◆ WHAT YOU WILL DO:
Please find every line in the entries below that contains the string "Bispevej", and copy it.

◆ SUPPLIED DATA:
──────────

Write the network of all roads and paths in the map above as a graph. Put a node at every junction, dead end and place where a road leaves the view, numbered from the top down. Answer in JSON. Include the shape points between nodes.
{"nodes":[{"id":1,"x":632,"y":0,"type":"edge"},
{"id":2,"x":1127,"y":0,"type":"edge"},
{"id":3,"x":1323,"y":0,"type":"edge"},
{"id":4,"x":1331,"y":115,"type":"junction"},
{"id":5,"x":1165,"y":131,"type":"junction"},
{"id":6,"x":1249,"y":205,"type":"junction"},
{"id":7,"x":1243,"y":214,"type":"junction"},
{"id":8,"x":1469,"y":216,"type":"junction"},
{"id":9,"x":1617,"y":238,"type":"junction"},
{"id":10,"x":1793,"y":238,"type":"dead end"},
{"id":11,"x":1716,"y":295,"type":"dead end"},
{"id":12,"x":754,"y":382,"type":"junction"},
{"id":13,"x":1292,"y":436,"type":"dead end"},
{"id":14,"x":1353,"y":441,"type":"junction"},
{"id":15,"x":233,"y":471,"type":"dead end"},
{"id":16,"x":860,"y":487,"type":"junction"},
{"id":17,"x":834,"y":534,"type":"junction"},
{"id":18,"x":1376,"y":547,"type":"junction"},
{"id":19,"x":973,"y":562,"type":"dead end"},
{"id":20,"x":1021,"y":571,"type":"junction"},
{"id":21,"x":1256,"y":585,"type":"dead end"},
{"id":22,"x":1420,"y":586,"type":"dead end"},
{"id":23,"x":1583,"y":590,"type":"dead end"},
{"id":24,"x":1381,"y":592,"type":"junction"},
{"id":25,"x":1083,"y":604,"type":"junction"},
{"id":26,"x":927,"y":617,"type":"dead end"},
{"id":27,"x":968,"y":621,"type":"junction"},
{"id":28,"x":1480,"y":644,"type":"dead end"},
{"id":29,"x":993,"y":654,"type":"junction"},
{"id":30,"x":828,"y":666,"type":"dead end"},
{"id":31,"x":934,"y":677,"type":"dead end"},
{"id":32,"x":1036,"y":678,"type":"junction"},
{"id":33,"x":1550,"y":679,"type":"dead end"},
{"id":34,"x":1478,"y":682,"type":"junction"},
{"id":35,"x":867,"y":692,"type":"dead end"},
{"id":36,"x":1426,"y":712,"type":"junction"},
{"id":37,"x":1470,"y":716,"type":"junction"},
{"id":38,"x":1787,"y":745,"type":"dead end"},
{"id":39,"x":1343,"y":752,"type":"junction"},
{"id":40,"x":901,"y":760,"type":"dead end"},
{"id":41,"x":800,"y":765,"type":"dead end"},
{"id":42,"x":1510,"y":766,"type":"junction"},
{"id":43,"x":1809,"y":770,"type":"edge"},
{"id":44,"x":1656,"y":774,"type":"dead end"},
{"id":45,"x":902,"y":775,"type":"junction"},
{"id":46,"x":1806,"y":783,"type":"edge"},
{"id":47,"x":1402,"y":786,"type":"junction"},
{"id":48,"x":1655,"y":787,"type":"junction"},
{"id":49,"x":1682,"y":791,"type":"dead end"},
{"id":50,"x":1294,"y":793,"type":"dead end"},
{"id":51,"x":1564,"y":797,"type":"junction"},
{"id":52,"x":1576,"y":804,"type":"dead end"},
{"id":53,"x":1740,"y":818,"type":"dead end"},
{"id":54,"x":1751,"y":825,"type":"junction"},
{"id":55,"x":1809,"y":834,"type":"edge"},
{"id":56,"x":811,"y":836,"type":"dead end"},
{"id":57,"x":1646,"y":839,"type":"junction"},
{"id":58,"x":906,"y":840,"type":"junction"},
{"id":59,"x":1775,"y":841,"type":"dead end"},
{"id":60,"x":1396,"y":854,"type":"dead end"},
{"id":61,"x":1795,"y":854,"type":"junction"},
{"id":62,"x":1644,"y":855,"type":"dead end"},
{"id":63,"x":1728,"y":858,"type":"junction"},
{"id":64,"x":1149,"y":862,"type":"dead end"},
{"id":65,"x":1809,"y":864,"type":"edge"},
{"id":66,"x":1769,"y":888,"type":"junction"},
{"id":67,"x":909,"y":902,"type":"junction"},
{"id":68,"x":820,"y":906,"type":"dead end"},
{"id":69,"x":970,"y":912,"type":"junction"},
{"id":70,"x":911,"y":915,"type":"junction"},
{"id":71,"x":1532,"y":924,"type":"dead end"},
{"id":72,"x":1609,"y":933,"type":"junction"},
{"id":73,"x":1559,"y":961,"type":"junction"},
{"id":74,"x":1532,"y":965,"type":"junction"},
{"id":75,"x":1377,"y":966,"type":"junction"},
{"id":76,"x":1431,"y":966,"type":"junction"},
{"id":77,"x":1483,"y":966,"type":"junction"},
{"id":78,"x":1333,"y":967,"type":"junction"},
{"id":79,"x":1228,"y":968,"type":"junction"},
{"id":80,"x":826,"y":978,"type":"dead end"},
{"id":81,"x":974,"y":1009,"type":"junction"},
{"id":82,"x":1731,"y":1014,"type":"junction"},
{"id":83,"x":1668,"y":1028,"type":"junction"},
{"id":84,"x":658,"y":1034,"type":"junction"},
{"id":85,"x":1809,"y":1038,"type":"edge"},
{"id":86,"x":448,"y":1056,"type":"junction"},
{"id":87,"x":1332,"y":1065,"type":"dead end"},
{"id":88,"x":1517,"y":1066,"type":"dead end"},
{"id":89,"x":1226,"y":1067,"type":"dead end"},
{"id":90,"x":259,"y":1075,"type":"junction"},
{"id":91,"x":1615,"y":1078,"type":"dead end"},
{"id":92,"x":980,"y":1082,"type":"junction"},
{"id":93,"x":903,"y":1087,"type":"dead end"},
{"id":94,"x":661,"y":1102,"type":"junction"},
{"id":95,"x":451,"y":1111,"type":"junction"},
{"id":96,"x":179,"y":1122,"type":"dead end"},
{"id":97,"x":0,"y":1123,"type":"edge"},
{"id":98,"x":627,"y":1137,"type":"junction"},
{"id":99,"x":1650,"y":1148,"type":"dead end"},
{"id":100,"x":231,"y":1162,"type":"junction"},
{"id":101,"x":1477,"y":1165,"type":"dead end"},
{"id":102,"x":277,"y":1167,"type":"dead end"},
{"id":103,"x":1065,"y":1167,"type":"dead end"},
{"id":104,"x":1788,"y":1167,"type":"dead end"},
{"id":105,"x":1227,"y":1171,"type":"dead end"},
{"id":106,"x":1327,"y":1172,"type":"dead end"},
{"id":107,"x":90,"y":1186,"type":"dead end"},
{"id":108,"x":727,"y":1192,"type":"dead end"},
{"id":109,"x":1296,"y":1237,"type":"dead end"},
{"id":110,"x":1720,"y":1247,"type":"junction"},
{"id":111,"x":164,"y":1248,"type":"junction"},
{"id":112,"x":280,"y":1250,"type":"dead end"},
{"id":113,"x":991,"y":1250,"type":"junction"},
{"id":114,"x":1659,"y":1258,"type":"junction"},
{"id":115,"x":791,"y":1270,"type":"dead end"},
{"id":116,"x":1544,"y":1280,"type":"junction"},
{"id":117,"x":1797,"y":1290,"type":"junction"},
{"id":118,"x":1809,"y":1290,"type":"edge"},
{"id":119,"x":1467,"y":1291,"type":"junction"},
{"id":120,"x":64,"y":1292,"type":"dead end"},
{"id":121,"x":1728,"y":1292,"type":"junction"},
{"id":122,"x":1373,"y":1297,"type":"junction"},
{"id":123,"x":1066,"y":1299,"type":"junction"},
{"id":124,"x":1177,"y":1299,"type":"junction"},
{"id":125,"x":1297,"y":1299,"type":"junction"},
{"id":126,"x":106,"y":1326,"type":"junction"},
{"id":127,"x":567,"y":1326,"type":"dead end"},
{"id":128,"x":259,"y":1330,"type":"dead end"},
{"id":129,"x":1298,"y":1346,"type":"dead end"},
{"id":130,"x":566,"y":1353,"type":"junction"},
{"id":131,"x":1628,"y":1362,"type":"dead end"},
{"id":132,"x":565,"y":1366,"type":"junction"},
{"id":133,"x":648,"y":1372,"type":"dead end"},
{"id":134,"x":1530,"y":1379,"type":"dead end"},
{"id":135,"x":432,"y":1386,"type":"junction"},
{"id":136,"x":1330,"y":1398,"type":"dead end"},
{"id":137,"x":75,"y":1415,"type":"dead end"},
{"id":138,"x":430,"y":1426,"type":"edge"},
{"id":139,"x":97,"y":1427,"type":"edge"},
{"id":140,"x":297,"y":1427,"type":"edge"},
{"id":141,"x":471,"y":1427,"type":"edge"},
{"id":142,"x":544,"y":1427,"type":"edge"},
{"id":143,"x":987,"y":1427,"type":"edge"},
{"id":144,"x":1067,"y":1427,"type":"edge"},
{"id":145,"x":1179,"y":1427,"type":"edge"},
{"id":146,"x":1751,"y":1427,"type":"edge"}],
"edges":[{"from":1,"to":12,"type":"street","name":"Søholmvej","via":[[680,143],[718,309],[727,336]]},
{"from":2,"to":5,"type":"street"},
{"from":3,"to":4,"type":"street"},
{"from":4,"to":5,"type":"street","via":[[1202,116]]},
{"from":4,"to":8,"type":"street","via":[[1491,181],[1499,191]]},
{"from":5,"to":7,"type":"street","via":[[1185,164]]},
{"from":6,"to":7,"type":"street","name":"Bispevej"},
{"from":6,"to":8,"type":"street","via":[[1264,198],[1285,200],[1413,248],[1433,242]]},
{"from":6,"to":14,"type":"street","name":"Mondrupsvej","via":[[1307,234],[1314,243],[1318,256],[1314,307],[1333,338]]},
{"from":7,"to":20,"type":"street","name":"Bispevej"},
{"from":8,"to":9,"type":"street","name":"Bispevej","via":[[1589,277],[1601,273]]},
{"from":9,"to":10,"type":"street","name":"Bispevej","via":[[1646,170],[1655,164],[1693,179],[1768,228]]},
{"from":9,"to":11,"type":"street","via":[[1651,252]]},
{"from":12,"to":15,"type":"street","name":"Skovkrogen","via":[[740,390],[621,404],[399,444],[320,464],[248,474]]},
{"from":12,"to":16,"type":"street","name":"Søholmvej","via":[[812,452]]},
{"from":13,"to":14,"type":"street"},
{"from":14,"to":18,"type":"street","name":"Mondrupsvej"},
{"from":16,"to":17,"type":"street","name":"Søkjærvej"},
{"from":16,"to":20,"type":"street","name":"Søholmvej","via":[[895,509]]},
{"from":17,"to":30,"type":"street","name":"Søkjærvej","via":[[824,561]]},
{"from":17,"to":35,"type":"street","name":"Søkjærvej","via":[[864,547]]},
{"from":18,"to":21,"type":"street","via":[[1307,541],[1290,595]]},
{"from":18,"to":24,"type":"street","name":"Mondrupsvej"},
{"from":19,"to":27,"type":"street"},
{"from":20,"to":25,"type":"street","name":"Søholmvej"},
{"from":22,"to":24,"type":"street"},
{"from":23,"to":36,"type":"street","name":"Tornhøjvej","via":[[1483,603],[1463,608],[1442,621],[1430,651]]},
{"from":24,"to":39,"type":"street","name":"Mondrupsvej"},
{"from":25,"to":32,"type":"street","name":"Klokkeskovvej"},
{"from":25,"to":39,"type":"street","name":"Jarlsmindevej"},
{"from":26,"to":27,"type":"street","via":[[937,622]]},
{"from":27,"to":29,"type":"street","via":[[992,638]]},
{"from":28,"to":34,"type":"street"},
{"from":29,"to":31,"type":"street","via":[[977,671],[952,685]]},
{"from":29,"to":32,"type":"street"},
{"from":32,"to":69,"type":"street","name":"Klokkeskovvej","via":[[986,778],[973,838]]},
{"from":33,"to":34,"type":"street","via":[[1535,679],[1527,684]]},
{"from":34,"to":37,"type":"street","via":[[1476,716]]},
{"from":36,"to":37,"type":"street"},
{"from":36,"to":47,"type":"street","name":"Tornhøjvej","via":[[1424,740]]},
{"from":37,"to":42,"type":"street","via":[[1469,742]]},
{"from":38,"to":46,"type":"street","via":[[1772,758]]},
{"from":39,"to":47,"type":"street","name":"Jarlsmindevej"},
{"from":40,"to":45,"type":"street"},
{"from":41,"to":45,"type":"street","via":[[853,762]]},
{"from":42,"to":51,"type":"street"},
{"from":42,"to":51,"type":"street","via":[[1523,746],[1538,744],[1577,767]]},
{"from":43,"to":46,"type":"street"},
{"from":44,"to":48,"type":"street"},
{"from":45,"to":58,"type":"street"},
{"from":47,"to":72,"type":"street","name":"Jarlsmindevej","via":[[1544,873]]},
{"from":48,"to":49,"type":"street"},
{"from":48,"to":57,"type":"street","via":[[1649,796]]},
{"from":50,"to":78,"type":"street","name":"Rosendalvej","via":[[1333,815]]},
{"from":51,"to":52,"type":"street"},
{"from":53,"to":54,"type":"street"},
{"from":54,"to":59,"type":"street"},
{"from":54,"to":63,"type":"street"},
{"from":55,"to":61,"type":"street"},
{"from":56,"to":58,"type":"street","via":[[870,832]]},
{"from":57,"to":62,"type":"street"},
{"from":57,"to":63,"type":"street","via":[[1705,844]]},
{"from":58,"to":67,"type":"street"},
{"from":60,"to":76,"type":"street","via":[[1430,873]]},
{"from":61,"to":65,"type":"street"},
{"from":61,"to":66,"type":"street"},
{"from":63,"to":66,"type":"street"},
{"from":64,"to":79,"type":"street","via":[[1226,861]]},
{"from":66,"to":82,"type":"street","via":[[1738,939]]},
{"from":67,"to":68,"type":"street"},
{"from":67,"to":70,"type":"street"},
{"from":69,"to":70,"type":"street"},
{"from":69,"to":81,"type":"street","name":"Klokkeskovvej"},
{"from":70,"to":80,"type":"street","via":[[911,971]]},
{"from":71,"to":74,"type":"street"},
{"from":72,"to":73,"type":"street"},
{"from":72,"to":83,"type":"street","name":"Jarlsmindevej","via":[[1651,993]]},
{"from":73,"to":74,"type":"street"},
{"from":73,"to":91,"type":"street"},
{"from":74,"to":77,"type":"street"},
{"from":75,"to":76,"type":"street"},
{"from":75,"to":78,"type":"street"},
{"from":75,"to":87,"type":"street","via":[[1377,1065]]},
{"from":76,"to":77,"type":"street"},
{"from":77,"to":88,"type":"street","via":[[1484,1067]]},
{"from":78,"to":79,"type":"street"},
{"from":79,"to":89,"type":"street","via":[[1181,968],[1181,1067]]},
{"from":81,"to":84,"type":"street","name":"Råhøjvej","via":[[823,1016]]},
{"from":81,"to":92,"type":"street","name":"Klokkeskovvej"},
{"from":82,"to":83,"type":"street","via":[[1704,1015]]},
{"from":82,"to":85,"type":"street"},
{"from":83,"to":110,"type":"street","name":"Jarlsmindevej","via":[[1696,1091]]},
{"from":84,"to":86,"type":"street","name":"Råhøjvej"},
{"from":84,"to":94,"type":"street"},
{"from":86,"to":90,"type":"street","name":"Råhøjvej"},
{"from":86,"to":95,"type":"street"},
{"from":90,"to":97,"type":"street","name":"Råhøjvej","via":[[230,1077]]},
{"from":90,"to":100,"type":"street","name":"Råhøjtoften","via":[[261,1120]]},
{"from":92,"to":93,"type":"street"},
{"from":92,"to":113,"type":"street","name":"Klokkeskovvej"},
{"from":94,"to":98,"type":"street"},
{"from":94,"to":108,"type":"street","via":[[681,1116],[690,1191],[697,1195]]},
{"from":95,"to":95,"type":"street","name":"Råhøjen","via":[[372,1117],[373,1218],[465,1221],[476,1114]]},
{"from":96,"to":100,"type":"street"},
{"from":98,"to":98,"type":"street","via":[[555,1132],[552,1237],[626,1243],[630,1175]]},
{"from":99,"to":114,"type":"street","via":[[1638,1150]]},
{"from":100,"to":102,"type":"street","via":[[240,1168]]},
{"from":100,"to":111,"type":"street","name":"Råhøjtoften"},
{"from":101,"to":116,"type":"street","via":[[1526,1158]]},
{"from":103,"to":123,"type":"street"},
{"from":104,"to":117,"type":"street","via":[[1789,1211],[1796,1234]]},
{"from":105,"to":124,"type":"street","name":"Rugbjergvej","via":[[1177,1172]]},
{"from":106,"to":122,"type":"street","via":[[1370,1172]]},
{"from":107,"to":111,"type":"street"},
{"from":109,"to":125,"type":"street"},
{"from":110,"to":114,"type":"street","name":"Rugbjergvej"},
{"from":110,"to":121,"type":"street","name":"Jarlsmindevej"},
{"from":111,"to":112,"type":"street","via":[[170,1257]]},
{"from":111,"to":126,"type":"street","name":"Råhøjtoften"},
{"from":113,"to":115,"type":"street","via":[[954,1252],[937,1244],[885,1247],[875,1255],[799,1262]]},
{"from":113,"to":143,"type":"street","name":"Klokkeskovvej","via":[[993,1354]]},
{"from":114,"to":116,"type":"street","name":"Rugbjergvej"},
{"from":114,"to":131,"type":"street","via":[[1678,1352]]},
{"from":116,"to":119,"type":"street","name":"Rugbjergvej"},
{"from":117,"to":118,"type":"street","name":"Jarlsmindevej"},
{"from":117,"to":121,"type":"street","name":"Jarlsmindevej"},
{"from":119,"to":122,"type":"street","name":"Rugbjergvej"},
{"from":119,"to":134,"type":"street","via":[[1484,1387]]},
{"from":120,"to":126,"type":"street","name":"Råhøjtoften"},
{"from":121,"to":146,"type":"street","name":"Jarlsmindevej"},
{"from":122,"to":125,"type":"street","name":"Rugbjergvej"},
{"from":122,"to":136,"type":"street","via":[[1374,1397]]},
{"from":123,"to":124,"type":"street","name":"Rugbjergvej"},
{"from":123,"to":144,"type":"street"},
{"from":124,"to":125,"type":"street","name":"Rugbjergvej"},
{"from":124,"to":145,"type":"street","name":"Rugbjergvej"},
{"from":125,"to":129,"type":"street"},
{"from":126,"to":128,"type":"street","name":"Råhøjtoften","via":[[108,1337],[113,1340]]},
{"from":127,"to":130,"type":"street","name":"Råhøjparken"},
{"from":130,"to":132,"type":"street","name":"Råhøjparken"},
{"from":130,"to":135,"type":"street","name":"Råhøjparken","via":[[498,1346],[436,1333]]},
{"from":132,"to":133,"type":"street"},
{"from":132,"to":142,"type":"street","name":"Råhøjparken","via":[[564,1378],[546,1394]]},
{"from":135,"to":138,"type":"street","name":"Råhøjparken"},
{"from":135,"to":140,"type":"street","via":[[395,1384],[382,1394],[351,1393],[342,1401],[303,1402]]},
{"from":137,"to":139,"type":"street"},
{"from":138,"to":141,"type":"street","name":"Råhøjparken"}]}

──────────

◆ WRITTEN RESPONSE:
{"from":6,"to":7,"type":"street","name":"Bispevej"},
{"from":7,"to":20,"type":"street","name":"Bispevej"},
{"from":8,"to":9,"type":"street","name":"Bispevej","via":[[1589,277],[1601,273]]},
{"from":9,"to":10,"type":"street","name":"Bispevej","via":[[1646,170],[1655,164],[1693,179],[1768,228]]},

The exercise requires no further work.